Das St. Josef Krankenhaus in Wien-Hietzing zählt zu den größten und wichtigsten Geburtskliniken im deutschsprachigen Raum. Im Jahr 2021 wurden mehr als 4000 Geburten durchgeführt, darunter einige Risikogeburten. Die Kaiserschnittrate liegt mit 25% deutlich unter dem österreichischen Durchschnitt. Kranke oder frühgeborene Kinder werden in einer eigenen Überwachungsstation auf der Abteilung für Neonatologie betreut, die ein wesentlicher Teil des Eltern-Kind Zentrum ist.
In einigen Fällen ist allerdings eine Versorgung in einer neonatologischen intensivmedizinischen Betreuung notwendig. Eine derartige Einrichtung ist sowohl in der Landeszielsteuerungskommission als auch im aktuellen regionalen Strukturplan Gesundheit vorgesehen.
Eine Intensivstation für Neugeborene ist notwendig!
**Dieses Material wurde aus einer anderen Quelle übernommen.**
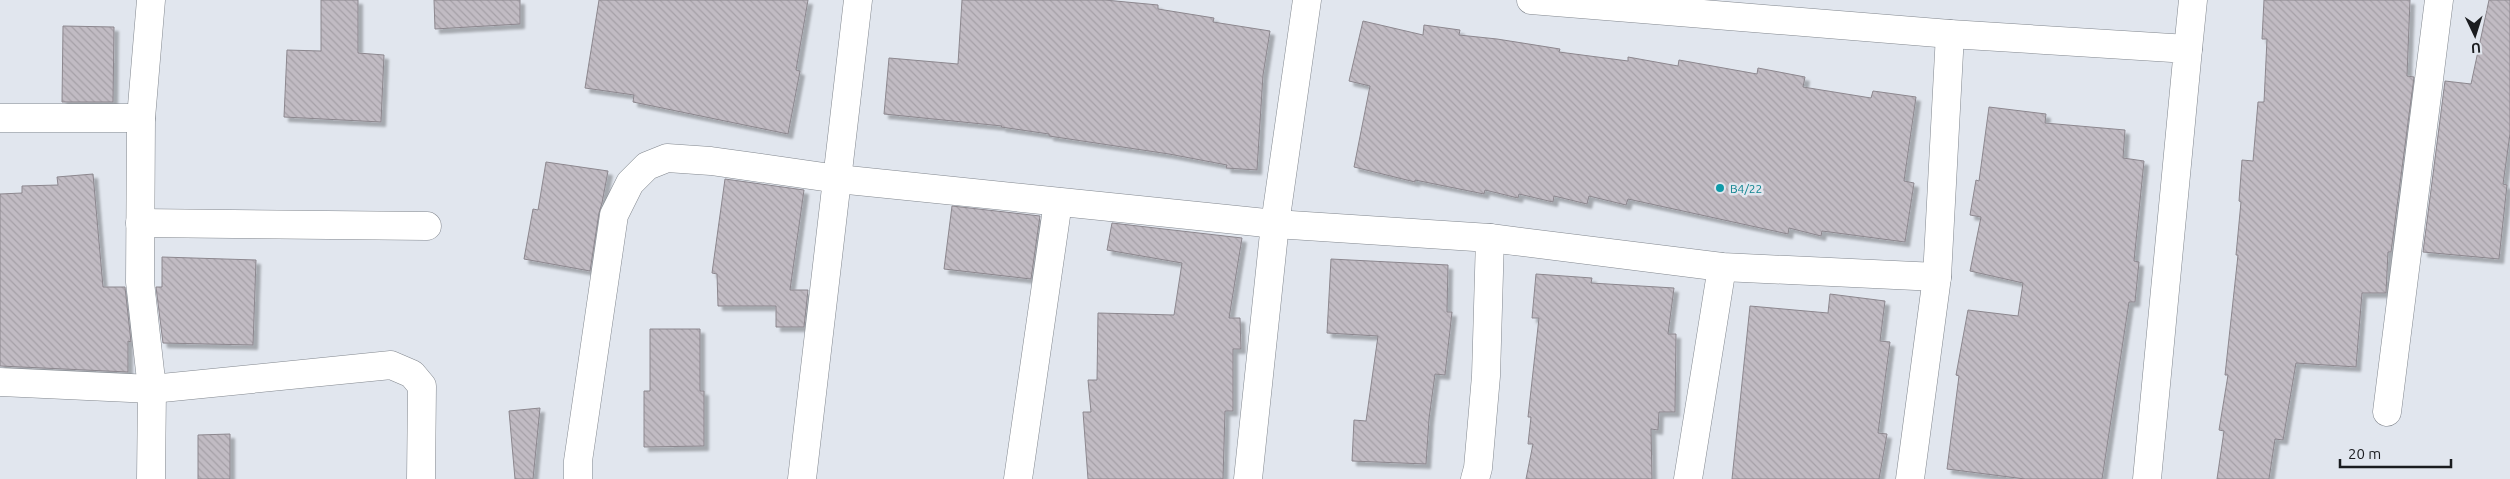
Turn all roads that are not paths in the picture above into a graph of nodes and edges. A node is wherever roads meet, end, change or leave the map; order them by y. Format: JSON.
{"nodes":[{"id":1,"x":151,"y":0,"type":"edge"},
{"id":2,"x":858,"y":0,"type":"edge"},
{"id":3,"x":1307,"y":0,"type":"edge"},
{"id":4,"x":2193,"y":0,"type":"edge"},
{"id":5,"x":2439,"y":0,"type":"edge"},
{"id":6,"x":1548,"y":1,"type":"edge"},
{"id":7,"x":1950,"y":34,"type":"junction"},
{"id":8,"x":2188,"y":49,"type":"junction"},
{"id":9,"x":0,"y":118,"type":"edge"},
{"id":10,"x":141,"y":118,"type":"junction"},
{"id":11,"x":838,"y":179,"type":"junction"},
{"id":12,"x":1058,"y":202,"type":"junction"},
{"id":13,"x":140,"y":223,"type":"junction"},
{"id":14,"x":1275,"y":224,"type":"junction"},
{"id":15,"x":427,"y":226,"type":"dead end"},
{"id":16,"x":1490,"y":238,"type":"junction"},
{"id":17,"x":1722,"y":267,"type":"junction"},
{"id":18,"x":1937,"y":277,"type":"junction"},
{"id":19,"x":0,"y":382,"type":"edge"},
{"id":20,"x":152,"y":390,"type":"junction"},
{"id":21,"x":2387,"y":412,"type":"dead end"},
{"id":22,"x":150,"y":479,"type":"edge"},
{"id":23,"x":421,"y":479,"type":"edge"},
{"id":24,"x":578,"y":479,"type":"edge"},
{"id":25,"x":802,"y":479,"type":"edge"},
{"id":26,"x":1018,"y":479,"type":"edge"},
{"id":27,"x":1248,"y":479,"type":"edge"},
{"id":28,"x":1475,"y":479,"type":"edge"},
{"id":29,"x":1688,"y":479,"type":"edge"},
{"id":30,"x":1910,"y":479,"type":"edge"},
{"id":31,"x":2148,"y":479,"type":"edge"}],
"edges":[{"from":1,"to":10,"type":"street"},
{"from":2,"to":11,"type":"street"},
{"from":3,"to":14,"type":"street"},
{"from":4,"to":8,"type":"street"},
{"from":5,"to":21,"type":"street"},
{"from":6,"to":7,"type":"street"},
{"from":7,"to":8,"type":"street"},
{"from":7,"to":18,"type":"street"},
{"from":8,"to":31,"type":"street"},
{"from":9,"to":10,"type":"street"},
{"from":10,"to":13,"type":"street"},
{"from":11,"to":12,"type":"street"},
{"from":11,"to":24,"type":"street"},
{"from":11,"to":25,"type":"street"},
{"from":12,"to":14,"type":"street"},
{"from":12,"to":26,"type":"street"},
{"from":13,"to":15,"type":"street"},
{"from":13,"to":20,"type":"street"},
{"from":14,"to":16,"type":"street"},
{"from":14,"to":27,"type":"street"},
{"from":16,"to":17,"type":"street"},
{"from":16,"to":28,"type":"street"},
{"from":17,"to":18,"type":"street"},
{"from":17,"to":29,"type":"street"},
{"from":18,"to":30,"type":"street"},
{"from":19,"to":20,"type":"street"},
{"from":20,"to":22,"type":"street"},
{"from":20,"to":23,"type":"street"}]}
Eine Intensivstation für Neugeborene in der größten österreichischen Geburtsklinik ist vor allem für die sichere Versorgung der bedürftigen Babys notwendig. Ein Transport ist wegen mangelnder Kinderintensivtransportmöglichkeiten schwierig und in der Phase unmittelbar nach der Geburt auch besonders gefährlich. Der Transport erfordert neben einer genauen Temperaturregelung auch einen hohen beatmungstechnischen Aufwand sowie eine Stabilisierung des Kreislaufs.
Außerdem ist die Betreuung einer derartigen intensivmedizinischen Station ein Teil der Ausbildung in der Neurologie sowie für die Erlangung der Anerkennung zum Facharzt notwendig.
Deswegen ist die Einrichtung einer Intensivstation für Neugeborene im St. Josef Krankenhaus von immenser Bedeutung. Daher habe ich mit meinen Kolleginnen und Kollegen Ingrid Korosec, Kasia Greco und Erol Holawatsch im letzten Gemeinderat einen Antrag eingebracht, möglichst rasch die Einrichtung einer Kinderintensivstation im St. Josef Krankenhaus umzusetzen, wie es im aktuellen regionalen Strukturplan Gesundheit vorgesehen ist.